Adapalene + Clindamycin Topical


Adapalene + Clindamycin Topical is used for: Acne vulgaris, Indicated for topical application in the treatment of mild to moderate inflammatory acne vulgaris as well as non-inflammatory Acne, either alone or in combination with other anti-acne products and for the cutaneous treatment of acne vulgaris where comedones, papules and pustules predominate.

Adult Dose

Apply a thin film of Gel to the affected area of the skin once daily in the evening before going to bed.

Child Dose

Safety and effectiveness of this gel in children under the age of 12 have not been established.

Renal Dose


Clean the skin with a mild soap or soap-free cleanser, rinse with water then apply a small amount with clean fingers and rub gently into the skin. Use enough to cover the entire affected area lightly.

Contra Indications

Contraindicated in individuals with a history of hypersensitivity to clindamycin or lincomycin or adapalene, a history of regional enteritis or ulcerative colitis, or a history of antibiotic-associated colitis.


Use of the topical formulation of clindamycin results in absorption of the antibiotic from the skin surface. Diarrhea, bloody diarrhea, and colitis (including pseudomembranous colitis) have been reported with the use of topical and systemic clindamycin. Diarrhea, colitis, and pseudomembranous colitis have been observed to begin up to several weeks following cessation of oral and parenteral therapy with clindamycin. Adapalene should not be used on areas which have cuts or scrapes or on sunburnt skin or in eczema. Contact with the eyes, mouth or angles of the nose and other very sensitive areas of the body should be avoided. If accidental contact does occur, immediately wash with warm water. Avoid exposure to strong sunlight and artificial UV light. Use of sunscreen products and protective clothing over the treated area is recommended. Lactation: Excretion in milk unknown; use with caution.
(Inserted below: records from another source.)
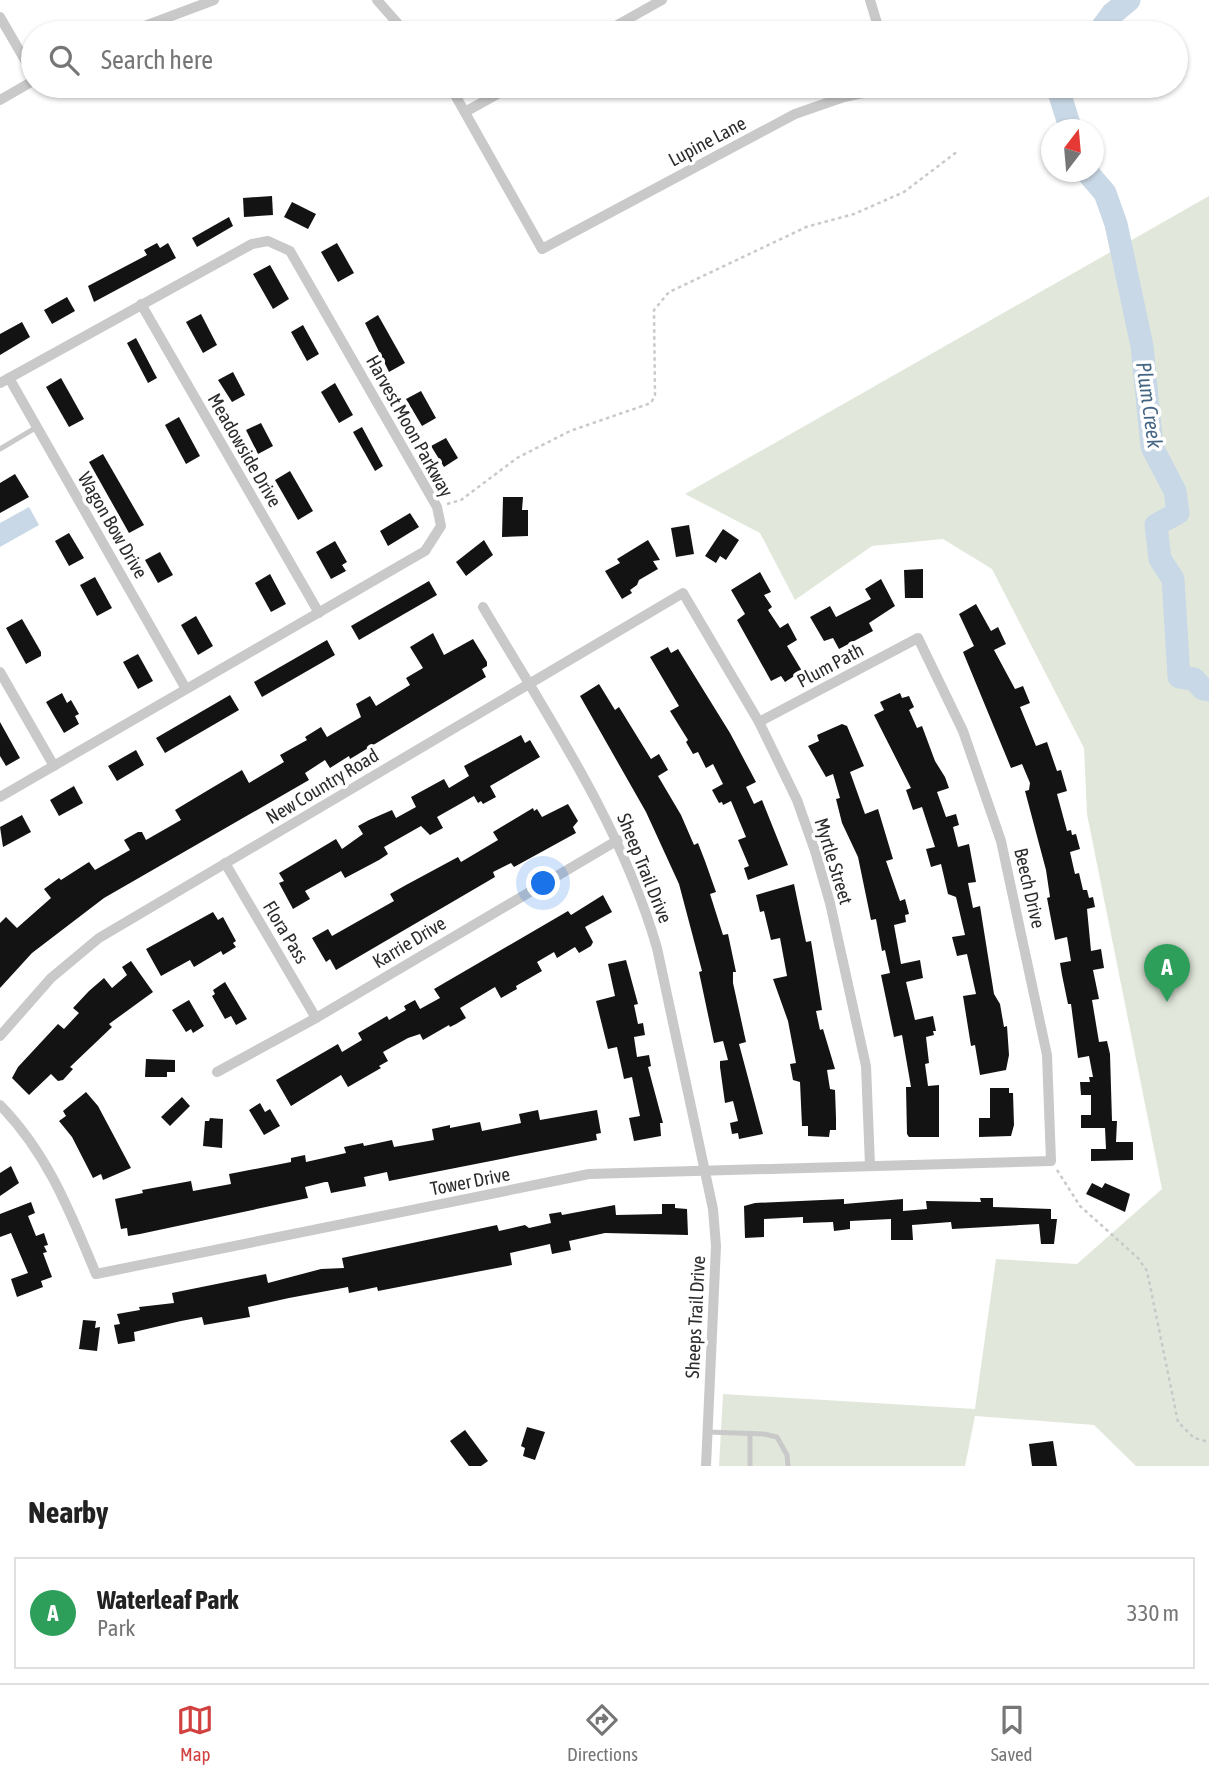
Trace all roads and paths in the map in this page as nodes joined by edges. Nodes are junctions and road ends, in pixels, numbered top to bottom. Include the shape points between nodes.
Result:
1 (214, 0) edge
2 (377, 0) edge
3 (662, 0) edge
4 (870, 0) edge
5 (185, 5) edge
6 (0, 17) edge
7 (151, 21) edge
8 (395, 21) edge
9 (624, 21) edge
10 (876, 21) edge
11 (21, 53) edge
12 (21, 88) edge
13 (457, 98) edge
14 (491, 98) edge
15 (841, 98) edge
16 (0, 100) edge
17 (466, 112) junction
18 (958, 151) dead end
19 (141, 304) junction
20 (5, 380) edge
21 (37, 427) junction
22 (0, 449) edge
23 (437, 507) junction
24 (684, 593) joint
25 (484, 607) dead end
26 (319, 613) junction
27 (918, 638) joint
28 (0, 672) edge
29 (529, 684) junction
30 (186, 689) junction
31 (759, 722) junction
32 (54, 766) junction
33 (0, 797) edge
34 (618, 840) junction
35 (225, 863) junction
36 (316, 1018) junction
37 (0, 1036) edge
38 (217, 1072) dead end
39 (0, 1105) edge
40 (1051, 1161) junction
41 (870, 1165) junction
42 (706, 1170) junction
43 (708, 1432) junction
44 (750, 1433) junction
45 (1209, 1442) edge
46 (706, 1466) edge
47 (750, 1466) edge
48 (788, 1466) edge

1 - 5 street
2 - 8 street
3 - 9 street
4 - 10 street
5 - 7 street
6 - 11 street
12 - 16 street
13 - 17 street
14 - 17 street
15 - 17 street, Lupine Lane via 795,114 542,249
18 - 23 path via 904,192 796,232 669,292 654,310 655,395 650,403 570,431 517,458 461,500
19 - 20 street, Harvest Moon Parkway
19 - 23 street, Harvest Moon Parkway via 252,244 268,241 290,251
19 - 26 street, Meadowside Drive
20 - 21 street, Wagon Bow Drive
21 - 22 lane
21 - 30 street, Wagon Bow Drive
23 - 26 street, Harvest Moon Parkway via 441,526 425,551
24 - 29 street, New Country Road
24 - 31 street, Myrtle Street
25 - 29 street, Sheep Trail Drive
26 - 30 street, Harvest Moon Parkway
27 - 31 street, Plum Path
27 - 40 street, Beech Drive via 967,743 1004,854 1047,1055
28 - 32 street
29 - 34 street, Sheep Trail Drive
29 - 35 street, New Country Road
30 - 32 street, Harvest Moon Parkway
31 - 41 street, Myrtle Street via 797,800 831,903 866,1066
32 - 33 street, Harvest Moon Parkway
34 - 36 street, Karrie Drive
34 - 42 street, Sheep Trail Drive via 657,948
35 - 36 street, Flora Pass
35 - 37 street, New Country Road via 74,957
36 - 38 street, Karrie Drive
39 - 42 street, Tower Drive via 49,1167 96,1274 590,1174
40 - 41 street, Tower Drive
40 - 45 path via 1080,1206 1147,1271 1178,1422 1194,1438
41 - 42 street, Tower Drive
42 - 43 street, Sheeps Trail Drive via 716,1246
43 - 44 lane
43 - 46 street, Sheeps Trail Drive
44 - 47 lane
44 - 48 lane via 777,1437

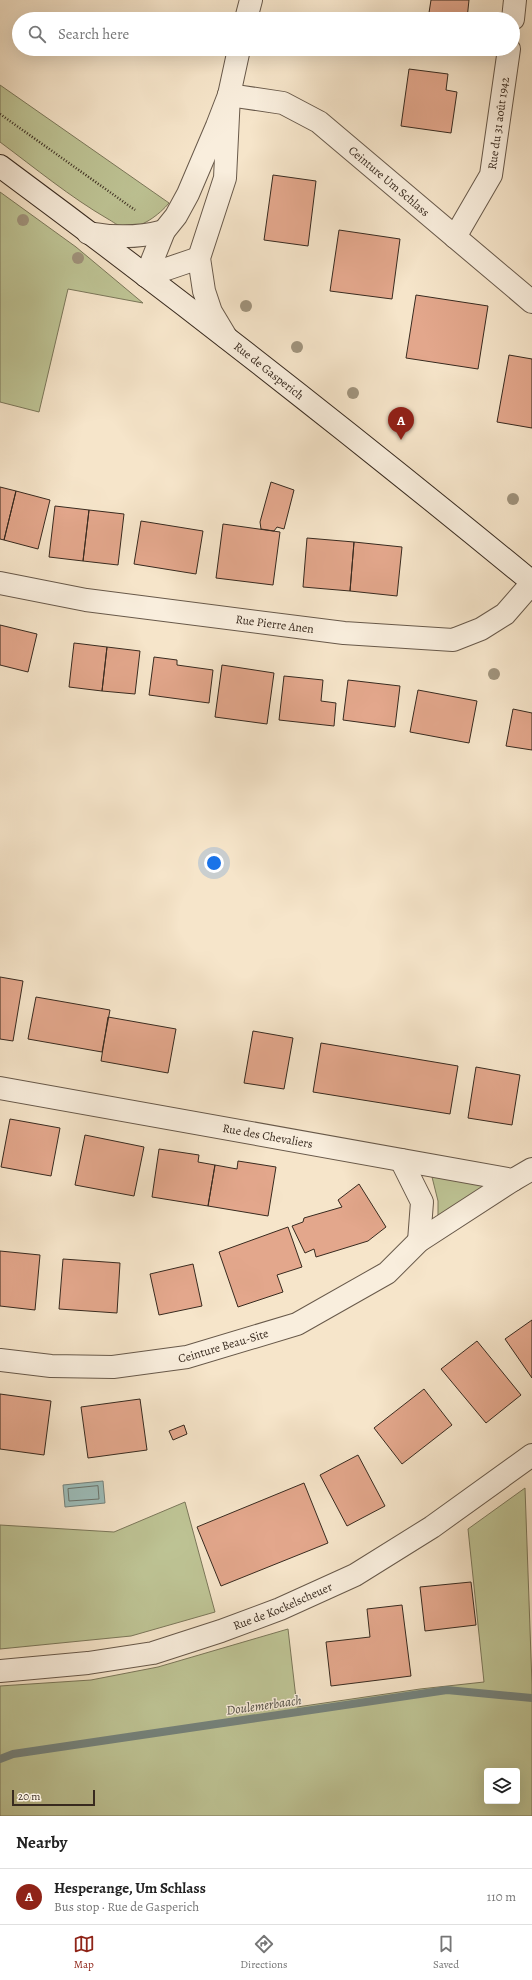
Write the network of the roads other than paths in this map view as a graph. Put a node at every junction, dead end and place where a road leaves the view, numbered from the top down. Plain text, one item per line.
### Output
1 (251, 0) edge
2 (516, 0) edge
3 (248, 12) edge
4 (514, 12) edge
5 (237, 56) edge
6 (507, 56) edge
7 (229, 95) junction
8 (0, 166) edge
9 (164, 231) junction
10 (88, 233) junction
11 (455, 237) junction
12 (199, 258) junction
13 (146, 276) junction
14 (532, 302) edge
15 (228, 339) junction
16 (0, 583) edge
17 (532, 583) edge
18 (0, 1088) edge
19 (401, 1160) junction
20 (532, 1169) edge
21 (513, 1180) junction
22 (418, 1241) junction
23 (0, 1360) edge
24 (532, 1455) edge
25 (0, 1671) edge

1 - 3 street
2 - 4 street
5 - 7 street
6 - 11 street, Rue du 31 août 1942
7 - 9 street
7 - 11 street, Ceinture Um Schlass
7 - 12 street
8 - 10 street, Rue de Gasperich
9 - 10 street
9 - 13 street
10 - 13 street, Rue de Gasperich
11 - 14 street, Ceinture Um Schlass
12 - 13 street
12 - 15 street
13 - 15 street, Rue de Gasperich
15 - 17 street, Rue de Gasperich
16 - 17 street, Rue Pierre Anen
18 - 19 street, Rue des Chevaliers
19 - 21 street, Rue des Chevaliers
19 - 22 street
20 - 21 street
21 - 22 street, Ceinture Beau-Site
22 - 23 street, Ceinture Beau-Site
24 - 25 street, Rue de Kockelscheuer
Clindamycin has been shown to have neuromuscular blocking properties that may enhance the action of other neuromuscular blocking agents. Therefore, it should be used with caution in patients receiving such agents. There are no known interactions with other medications which might be used cutaneously and concurrently with Adapalene, however, other retinoids or drugs with a similar mode of action should not be used concurrently with adapalene.

Adverse Effects

Side effects of Adapalene + Clindamycin Topical : Local effects: Burning, itching, dryness, erythema and peeling. Systemic effects: Cases of diarrhea, bloody diarrhea and colitis [including pseudomembranous colitis] have been reported as adverse reactions in patients treated with oral and parenteral formulations of clindamycin and rarely with topical clindamycin. Abdominal pain and gastrointestinal disturbances as well as gram-negative folliculitis have also been reported in association with the use of topical formulations of clindamycin. Adapalene may cause the following side effects at the site of application. Common: may affect up to 1 in 10 people Dry skin, irritation of the skin, burning sensation of the skin, redness of the skin (erythema). Uncommon: may affect up to 1 in 100 people Local skin reaction (contact dermatitis), skin discomfort, sunburn, itching of the skin (pruritus), peeling skin (exfoliation), flare up of acne.

Mechanism of Action

Clindamycin inhibits protein synthesis by reversibly binding to the 50S subunit of the ribosomal thus blocking the transpeptidation or translocation reactions of susceptible organisms resulting to stunted cell growth. Adapalene binds to specific retinoic acid nuclear receptors which normalises the differentiation of follicular epithelial cells resulting in decreased microcomedone formation.